Exercise instructions:
Exact copies of all the records are the expected output.

START Excerpted records

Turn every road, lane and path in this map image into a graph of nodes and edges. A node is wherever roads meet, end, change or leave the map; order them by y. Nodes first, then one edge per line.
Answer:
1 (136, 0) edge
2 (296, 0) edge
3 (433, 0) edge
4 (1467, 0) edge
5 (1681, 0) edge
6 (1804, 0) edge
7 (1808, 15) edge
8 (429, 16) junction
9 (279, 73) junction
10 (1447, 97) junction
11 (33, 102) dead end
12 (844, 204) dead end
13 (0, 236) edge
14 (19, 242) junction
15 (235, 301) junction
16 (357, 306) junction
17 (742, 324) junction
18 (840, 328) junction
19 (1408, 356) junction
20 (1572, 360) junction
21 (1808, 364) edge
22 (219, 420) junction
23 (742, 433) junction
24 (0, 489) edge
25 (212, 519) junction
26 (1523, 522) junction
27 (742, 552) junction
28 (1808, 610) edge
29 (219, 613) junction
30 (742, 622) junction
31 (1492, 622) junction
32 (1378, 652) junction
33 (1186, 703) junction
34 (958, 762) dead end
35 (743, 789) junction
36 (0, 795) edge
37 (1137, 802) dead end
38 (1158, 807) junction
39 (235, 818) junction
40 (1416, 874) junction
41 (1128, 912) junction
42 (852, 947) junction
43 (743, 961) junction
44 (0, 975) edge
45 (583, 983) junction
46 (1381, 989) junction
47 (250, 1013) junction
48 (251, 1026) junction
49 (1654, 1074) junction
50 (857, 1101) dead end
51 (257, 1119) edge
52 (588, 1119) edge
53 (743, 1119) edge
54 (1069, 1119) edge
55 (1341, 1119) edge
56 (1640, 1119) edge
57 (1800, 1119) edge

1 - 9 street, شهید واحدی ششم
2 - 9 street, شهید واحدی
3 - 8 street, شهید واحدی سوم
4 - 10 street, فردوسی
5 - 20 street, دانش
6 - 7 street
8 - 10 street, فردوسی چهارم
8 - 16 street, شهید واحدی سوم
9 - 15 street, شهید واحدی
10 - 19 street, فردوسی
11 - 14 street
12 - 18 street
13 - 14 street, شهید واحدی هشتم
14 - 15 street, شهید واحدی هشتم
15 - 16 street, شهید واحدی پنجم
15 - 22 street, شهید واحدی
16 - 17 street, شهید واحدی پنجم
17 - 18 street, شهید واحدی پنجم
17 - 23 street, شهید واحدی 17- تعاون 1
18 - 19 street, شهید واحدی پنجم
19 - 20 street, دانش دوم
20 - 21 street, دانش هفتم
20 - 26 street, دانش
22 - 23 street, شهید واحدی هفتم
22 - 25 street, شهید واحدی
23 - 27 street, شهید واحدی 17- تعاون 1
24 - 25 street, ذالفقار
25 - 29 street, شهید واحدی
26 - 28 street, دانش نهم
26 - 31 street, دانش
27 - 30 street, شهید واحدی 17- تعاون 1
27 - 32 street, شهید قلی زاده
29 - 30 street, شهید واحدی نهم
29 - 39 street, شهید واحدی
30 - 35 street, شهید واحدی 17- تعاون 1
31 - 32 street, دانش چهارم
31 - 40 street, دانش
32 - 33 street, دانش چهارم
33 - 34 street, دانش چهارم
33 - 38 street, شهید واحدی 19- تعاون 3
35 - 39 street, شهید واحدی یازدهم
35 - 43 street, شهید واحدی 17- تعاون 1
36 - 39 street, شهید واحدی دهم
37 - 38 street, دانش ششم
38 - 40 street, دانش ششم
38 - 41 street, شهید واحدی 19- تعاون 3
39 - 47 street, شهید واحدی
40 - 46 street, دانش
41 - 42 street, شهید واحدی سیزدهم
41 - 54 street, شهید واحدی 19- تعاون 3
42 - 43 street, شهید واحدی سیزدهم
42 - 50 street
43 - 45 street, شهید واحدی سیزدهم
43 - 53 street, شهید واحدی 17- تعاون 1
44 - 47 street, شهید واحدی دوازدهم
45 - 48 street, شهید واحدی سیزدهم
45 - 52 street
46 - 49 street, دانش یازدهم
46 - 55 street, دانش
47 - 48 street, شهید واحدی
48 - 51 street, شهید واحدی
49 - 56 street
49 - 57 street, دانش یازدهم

END Excerpted records

The answer:
Turn every road, lane and path in this map image into a graph of nodes and edges. A node is wherever roads meet, end, change or leave the map; order them by y. Nodes first, then one edge per line.
Answer:
1 (136, 0) edge
2 (296, 0) edge
3 (433, 0) edge
4 (1467, 0) edge
5 (1681, 0) edge
6 (1804, 0) edge
7 (1808, 15) edge
8 (429, 16) junction
9 (279, 73) junction
10 (1447, 97) junction
11 (33, 102) dead end
12 (844, 204) dead end
13 (0, 236) edge
14 (19, 242) junction
15 (235, 301) junction
16 (357, 306) junction
17 (742, 324) junction
18 (840, 328) junction
19 (1408, 356) junction
20 (1572, 360) junction
21 (1808, 364) edge
22 (219, 420) junction
23 (742, 433) junction
24 (0, 489) edge
25 (212, 519) junction
26 (1523, 522) junction
27 (742, 552) junction
28 (1808, 610) edge
29 (219, 613) junction
30 (742, 622) junction
31 (1492, 622) junction
32 (1378, 652) junction
33 (1186, 703) junction
34 (958, 762) dead end
35 (743, 789) junction
36 (0, 795) edge
37 (1137, 802) dead end
38 (1158, 807) junction
39 (235, 818) junction
40 (1416, 874) junction
41 (1128, 912) junction
42 (852, 947) junction
43 (743, 961) junction
44 (0, 975) edge
45 (583, 983) junction
46 (1381, 989) junction
47 (250, 1013) junction
48 (251, 1026) junction
49 (1654, 1074) junction
50 (857, 1101) dead end
51 (257, 1119) edge
52 (588, 1119) edge
53 (743, 1119) edge
54 (1069, 1119) edge
55 (1341, 1119) edge
56 (1640, 1119) edge
57 (1800, 1119) edge

1 - 9 street, شهید واحدی ششم
2 - 9 street, شهید واحدی
3 - 8 street, شهید واحدی سوم
4 - 10 street, فردوسی
5 - 20 street, دانش
6 - 7 street
8 - 10 street, فردوسی چهارم
8 - 16 street, شهید واحدی سوم
9 - 15 street, شهید واحدی
10 - 19 street, فردوسی
11 - 14 street
12 - 18 street
13 - 14 street, شهید واحدی هشتم
14 - 15 street, شهید واحدی هشتم
15 - 16 street, شهید واحدی پنجم
15 - 22 street, شهید واحدی
16 - 17 street, شهید واحدی پنجم
17 - 18 street, شهید واحدی پنجم
17 - 23 street, شهید واحدی 17- تعاون 1
18 - 19 street, شهید واحدی پنجم
19 - 20 street, دانش دوم
20 - 21 street, دانش هفتم
20 - 26 street, دانش
22 - 23 street, شهید واحدی هفتم
22 - 25 street, شهید واحدی
23 - 27 street, شهید واحدی 17- تعاون 1
24 - 25 street, ذالفقار
25 - 29 street, شهید واحدی
26 - 28 street, دانش نهم
26 - 31 street, دانش
27 - 30 street, شهید واحدی 17- تعاون 1
27 - 32 street, شهید قلی زاده
29 - 30 street, شهید واحدی نهم
29 - 39 street, شهید واحدی
30 - 35 street, شهید واحدی 17- تعاون 1
31 - 32 street, دانش چهارم
31 - 40 street, دانش
32 - 33 street, دانش چهارم
33 - 34 street, دانش چهارم
33 - 38 street, شهید واحدی 19- تعاون 3
35 - 39 street, شهید واحدی یازدهم
35 - 43 street, شهید واحدی 17- تعاون 1
36 - 39 street, شهید واحدی دهم
37 - 38 street, دانش ششم
38 - 40 street, دانش ششم
38 - 41 street, شهید واحدی 19- تعاون 3
39 - 47 street, شهید واحدی
40 - 46 street, دانش
41 - 42 street, شهید واحدی سیزدهم
41 - 54 street, شهید واحدی 19- تعاون 3
42 - 43 street, شهید واحدی سیزدهم
42 - 50 street
43 - 45 street, شهید واحدی سیزدهم
43 - 53 street, شهید واحدی 17- تعاون 1
44 - 47 street, شهید واحدی دوازدهم
45 - 48 street, شهید واحدی سیزدهم
45 - 52 street
46 - 49 street, دانش یازدهم
46 - 55 street, دانش
47 - 48 street, شهید واحدی
48 - 51 street, شهید واحدی
49 - 56 street
49 - 57 street, دانش یازدهم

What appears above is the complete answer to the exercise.